Default initialized iterators are not comparable
piyooshm opened this issue · 6 comments
Description
I have a use-case where I iterate over collections in a generic manner (using templates). However, iteration over basic_json fails due to the statement:
JSON_ASSERT(m_object != nullptr);
Before asserting for non-null object, shouldn't we first check of other.m_object
is null too?

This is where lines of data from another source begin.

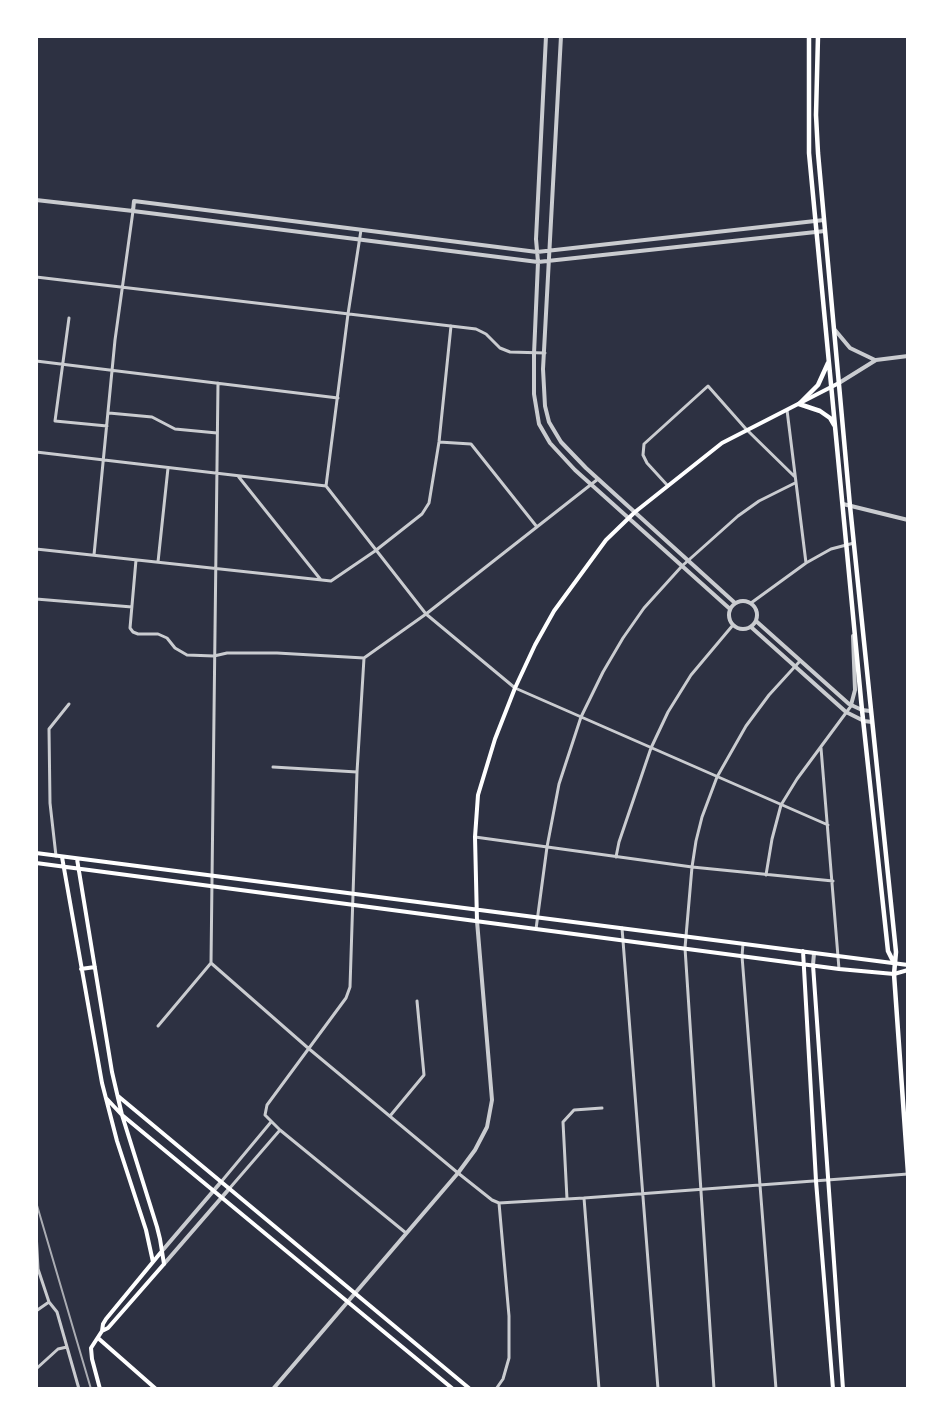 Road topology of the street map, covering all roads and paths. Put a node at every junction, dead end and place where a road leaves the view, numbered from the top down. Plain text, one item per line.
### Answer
1 (546, 36) edge
2 (561, 36) edge
3 (809, 36) edge
4 (818, 36) edge
5 (36, 200) edge
6 (133, 211) junction
7 (824, 220) junction
8 (816, 221) junction
9 (362, 229) junction
10 (825, 231) junction
11 (817, 232) junction
12 (360, 240) junction
13 (537, 252) junction
14 (551, 252) junction
15 (538, 262) junction
16 (550, 262) junction
17 (36, 277) edge
18 (122, 287) junction
19 (348, 314) junction
20 (69, 318) dead end
21 (451, 326) junction
22 (835, 330) junction
23 (545, 353) junction
24 (534, 354) junction
25 (829, 354) junction
26 (908, 356) edge
27 (876, 360) junction
28 (36, 362) edge
29 (63, 365) junction
30 (112, 371) junction
31 (839, 382) junction
32 (218, 383) junction
33 (832, 387) junction
34 (338, 398) junction
35 (799, 404) junction
36 (787, 410) junction
37 (108, 413) junction
38 (107, 426) junction
39 (746, 429) junction
40 (836, 429) junction
41 (217, 433) junction
42 (439, 442) junction
43 (36, 452) edge
44 (103, 460) junction
45 (168, 468) junction
46 (218, 474) junction
47 (238, 476) junction
48 (794, 476) junction
49 (598, 479) junction
50 (795, 483) junction
51 (592, 485) junction
52 (326, 486) junction
53 (668, 486) junction
54 (843, 504) junction
55 (850, 506) junction
56 (635, 512) junction
57 (628, 518) junction
58 (908, 520) edge
59 (537, 526) junction
60 (847, 543) junction
61 (854, 543) junction
62 (36, 549) edge
63 (375, 551) junction
64 (94, 555) junction
65 (136, 560) junction
66 (688, 560) junction
67 (158, 562) junction
68 (806, 563) junction
69 (682, 566) junction
70 (217, 568) junction
71 (321, 580) junction
72 (36, 599) edge
73 (735, 603) junction
74 (751, 603) junction
75 (132, 607) junction
76 (730, 609) junction
77 (426, 614) junction
78 (756, 621) junction
79 (854, 623) junction
80 (733, 625) junction
81 (751, 627) junction
82 (214, 656) junction
83 (364, 658) junction
84 (800, 661) junction
85 (795, 667) junction
86 (515, 688) junction
87 (69, 704) dead end
88 (851, 706) junction
89 (862, 710) junction
90 (870, 711) junction
91 (846, 712) junction
92 (581, 717) junction
93 (864, 721) junction
94 (872, 722) junction
95 (651, 748) junction
96 (821, 748) junction
97 (273, 767) dead end
98 (357, 771) junction
99 (717, 777) junction
100 (781, 805) junction
101 (828, 825) junction
102 (475, 837) junction
103 (547, 848) junction
104 (36, 853) edge
105 (56, 856) junction
106 (62, 857) junction
107 (616, 857) junction
108 (77, 859) junction
109 (36, 863) edge
110 (63, 867) junction
111 (692, 867) junction
112 (78, 869) junction
113 (766, 875) junction
114 (212, 876) junction
115 (833, 881) junction
116 (212, 886) junction
117 (354, 894) junction
118 (353, 905) junction
119 (476, 910) junction
120 (538, 917) junction
121 (477, 921) junction
122 (622, 928) junction
123 (536, 929) junction
124 (685, 936) junction
125 (623, 940) junction
126 (743, 944) junction
127 (685, 948) junction
128 (803, 951) junction
129 (814, 952) junction
130 (742, 956) junction
131 (838, 956) junction
132 (211, 963) junction
133 (894, 963) junction
134 (803, 964) junction
135 (813, 965) junction
136 (908, 965) edge
137 (95, 967) junction
138 (81, 969) junction
139 (839, 969) junction
140 (908, 970) edge
141 (894, 974) junction
142 (417, 1001) dead end
143 (158, 1026) dead end
144 (308, 1048) junction
145 (118, 1096) junction
146 (106, 1098) junction
147 (602, 1108) dead end
148 (122, 1115) junction
149 (390, 1116) junction
150 (271, 1122) junction
151 (280, 1130) junction
152 (458, 1173) junction
153 (908, 1174) edge
154 (829, 1180) junction
155 (221, 1182) junction
156 (816, 1182) junction
157 (760, 1185) junction
158 (229, 1189) junction
159 (702, 1189) junction
160 (213, 1191) junction
161 (643, 1193) junction
162 (222, 1198) junction
163 (584, 1198) junction
164 (567, 1199) junction
165 (499, 1203) junction
166 (36, 1232) edge
167 (406, 1233) junction
168 (162, 1251) junction
169 (153, 1262) junction
170 (164, 1264) junction
171 (37, 1269) edge
172 (356, 1294) junction
173 (49, 1302) junction
174 (348, 1302) junction
175 (36, 1311) edge
176 (102, 1331) junction
177 (98, 1338) junction
178 (67, 1347) junction
179 (36, 1369) edge
180 (79, 1389) edge
181 (100, 1389) edge
182 (156, 1389) edge
183 (273, 1389) edge
184 (453, 1389) edge
185 (470, 1389) edge
186 (496, 1389) edge
187 (599, 1389) edge
188 (658, 1389) edge
189 (714, 1389) edge
190 (776, 1389) edge
191 (833, 1389) edge
192 (843, 1389) edge

1 - 13 street
2 - 14 street
3 - 8 highway
4 - 7 highway
5 - 6 street
6 - 9 street
6 - 12 street
6 - 18 street
7 - 8 street
7 - 10 highway
8 - 11 highway
8 - 14 street
9 - 12 street
9 - 13 street
10 - 11 street
10 - 22 highway
11 - 16 street
11 - 25 highway
12 - 15 street
12 - 19 street
13 - 14 street
13 - 15 street
14 - 16 street
15 - 16 street
15 - 24 street
16 - 23 street
17 - 18 street
18 - 19 street
18 - 30 street
19 - 21 street
19 - 34 street
20 - 29 street
21 - 24 street
21 - 42 street
22 - 27 street
22 - 31 highway
23 - 24 street
23 - 49 street
24 - 51 street
25 - 33 highway
25 - 35 highway
26 - 27 street
27 - 31 street
28 - 29 street
29 - 30 street
29 - 38 street
30 - 32 street
30 - 37 street
31 - 33 main road
31 - 55 highway
32 - 34 street
32 - 41 street
33 - 35 main road
33 - 40 highway
34 - 52 street
35 - 36 main road
35 - 40 highway
36 - 39 main road
36 - 48 street
37 - 38 street
37 - 41 street
38 - 44 street
39 - 48 street
39 - 53 main road
39 - 53 street
40 - 54 highway
41 - 46 street
42 - 59 street
42 - 63 street
43 - 44 street
44 - 45 street
44 - 64 street
45 - 46 street
45 - 67 street
46 - 47 street
46 - 70 street
47 - 52 street
47 - 71 street
48 - 50 street
49 - 51 street
49 - 56 street
50 - 66 street
50 - 68 street
51 - 57 street
51 - 59 street
52 - 63 street
53 - 56 main road
54 - 55 street
54 - 60 highway
55 - 58 street
55 - 61 highway
56 - 57 main road
56 - 66 street
57 - 69 street
57 - 86 main road
59 - 77 street
60 - 61 street
60 - 68 street
60 - 79 highway
61 - 90 highway
62 - 64 street
63 - 71 street
63 - 77 street
64 - 65 street
65 - 67 street
65 - 75 street
66 - 69 street
66 - 73 street
67 - 70 street
68 - 74 street
69 - 76 street
69 - 92 street
70 - 71 street
70 - 82 street
72 - 75 street
73 - 74 street
73 - 76 street
74 - 78 street
75 - 82 street
76 - 80 street
77 - 83 street
77 - 86 street
78 - 81 street
78 - 84 street
79 - 88 street
79 - 89 highway
80 - 81 street
80 - 95 street
81 - 85 street
82 - 83 street
82 - 114 street
83 - 98 street
84 - 85 street
84 - 88 street
85 - 91 street
85 - 99 street
86 - 92 street
86 - 102 main road
87 - 105 street
88 - 89 street
88 - 91 street
89 - 90 street
89 - 93 highway
90 - 94 highway
91 - 93 street
91 - 96 street
92 - 95 street
92 - 103 street
93 - 94 street
93 - 133 highway
94 - 133 highway
95 - 99 street
95 - 107 street
96 - 100 street
96 - 101 street
97 - 98 street
98 - 117 street
99 - 100 street
99 - 111 street
100 - 101 street
100 - 113 street
101 - 115 street
102 - 103 street
102 - 119 main road
103 - 107 street
103 - 120 street
104 - 105 main road
105 - 106 main road
106 - 108 main road
106 - 110 main road
107 - 111 street
108 - 112 main road
108 - 114 main road
109 - 110 main road
110 - 112 main road
110 - 138 main road
111 - 113 street
111 - 124 street
112 - 116 main road
112 - 137 main road
113 - 115 street
114 - 116 street
114 - 117 main road
115 - 131 street
116 - 118 main road
116 - 132 street
117 - 118 street
117 - 119 main road
118 - 121 main road
118 - 144 street
119 - 120 main road
119 - 121 main road
120 - 122 main road
120 - 123 street
121 - 123 main road
121 - 152 street
122 - 124 main road
122 - 125 street
123 - 125 main road
124 - 126 main road
124 - 127 street
125 - 127 main road
125 - 161 street
126 - 128 main road
126 - 130 street
127 - 130 main road
127 - 159 street
128 - 129 main road
128 - 134 main road
129 - 131 main road
129 - 135 street
130 - 134 main road
130 - 157 street
131 - 133 main road
131 - 139 street
132 - 143 street
132 - 144 street
133 - 136 main road
133 - 141 highway
134 - 135 main road
134 - 156 main road
135 - 139 main road
135 - 154 main road
137 - 138 main road
137 - 145 main road
138 - 146 main road
139 - 141 main road
140 - 141 main road
141 - 153 highway
142 - 149 street
144 - 149 street
144 - 150 street
145 - 148 main road
145 - 155 main road
146 - 148 main road
146 - 169 main road
147 - 164 street
148 - 160 main road
148 - 168 main road
149 - 152 street
150 - 151 street
150 - 155 street
151 - 158 street
151 - 167 street
152 - 165 street
152 - 167 street
153 - 154 street
154 - 156 street
154 - 192 main road
155 - 158 main road
155 - 160 street
156 - 157 street
156 - 191 main road
157 - 159 street
157 - 190 street
158 - 162 street
158 - 172 main road
159 - 161 street
159 - 189 street
160 - 162 main road
160 - 168 street
161 - 163 street
161 - 188 street
162 - 170 street
162 - 174 main road
163 - 164 street
163 - 187 street
164 - 165 street
165 - 186 street
166 - 171 street
167 - 172 street
168 - 169 main road
168 - 170 main road
169 - 176 main road
170 - 176 main road
171 - 173 street
172 - 174 street
172 - 185 main road
173 - 175 street
173 - 178 street
174 - 183 street
174 - 184 main road
176 - 177 main road
177 - 181 main road
177 - 182 main road
178 - 179 street
178 - 180 street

If both are null, the operator should return true before the assertion.
Reproduction steps
nlohmann::json::iterator{} == nlohmann::json::iterator{}
Expected vs. actual results
Expected: Should return true of m_object is nullptr for both objects
Actual: Assertion fails
Minimal code example
No response
Error messages
No response
Compiler and operating system
gcc 9.3
Library version
3.11.3
Validation
- The bug also occurs if the latest version from the
develop
branch is used. - I can successfully compile and run the unit tests.
I understand the issue, and this seems to be a bigger change:
- Right now, we demand iterators to be initialized before comparing. This is the reason for the assertion you reported.
- We also require the iterators to compare to be long to the same container. If this is not the case, we throw an
invalid_iterator
exception.
I am not sure why we introduced these requirements in the first place, but I fear that changing them now would be a breaking change which cannot be introduced in the 3.x release scheme. Any ideas on this?
Currently, this prevents use of JSON iterator from being used like other STL iterators in certain use-cases since the JSON iterator violates the LegacyForwardIterator
equality domain as described in https://en.cppreference.com/w/cpp/named_req/ForwardIterator#:~:text=However%2C%20value,same%20empty%20sequence.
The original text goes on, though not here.